Activity: Where the records appear below, transcribe them exactly, leaving none out.

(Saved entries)
================

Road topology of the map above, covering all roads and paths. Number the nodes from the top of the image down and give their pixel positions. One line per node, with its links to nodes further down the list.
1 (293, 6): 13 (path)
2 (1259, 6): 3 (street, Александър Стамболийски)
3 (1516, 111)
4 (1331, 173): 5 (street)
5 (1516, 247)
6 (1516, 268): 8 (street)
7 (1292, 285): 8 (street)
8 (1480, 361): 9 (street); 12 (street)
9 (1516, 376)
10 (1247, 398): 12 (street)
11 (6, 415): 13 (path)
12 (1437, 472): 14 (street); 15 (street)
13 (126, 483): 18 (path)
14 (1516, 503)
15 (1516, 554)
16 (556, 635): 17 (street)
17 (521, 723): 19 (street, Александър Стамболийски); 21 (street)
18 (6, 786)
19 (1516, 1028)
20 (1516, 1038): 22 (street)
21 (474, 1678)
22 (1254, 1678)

================

The answer:
Road topology of the map above, covering all roads and paths. Number the nodes from the top of the image down and give their pixel positions. One line per node, with its links to nodes further down the list.
1 (293, 6): 13 (path)
2 (1259, 6): 3 (street, Александър Стамболийски)
3 (1516, 111)
4 (1331, 173): 5 (street)
5 (1516, 247)
6 (1516, 268): 8 (street)
7 (1292, 285): 8 (street)
8 (1480, 361): 9 (street); 12 (street)
9 (1516, 376)
10 (1247, 398): 12 (street)
11 (6, 415): 13 (path)
12 (1437, 472): 14 (street); 15 (street)
13 (126, 483): 18 (path)
14 (1516, 503)
15 (1516, 554)
16 (556, 635): 17 (street)
17 (521, 723): 19 (street, Александър Стамболийски); 21 (street)
18 (6, 786)
19 (1516, 1028)
20 (1516, 1038): 22 (street)
21 (474, 1678)
22 (1254, 1678)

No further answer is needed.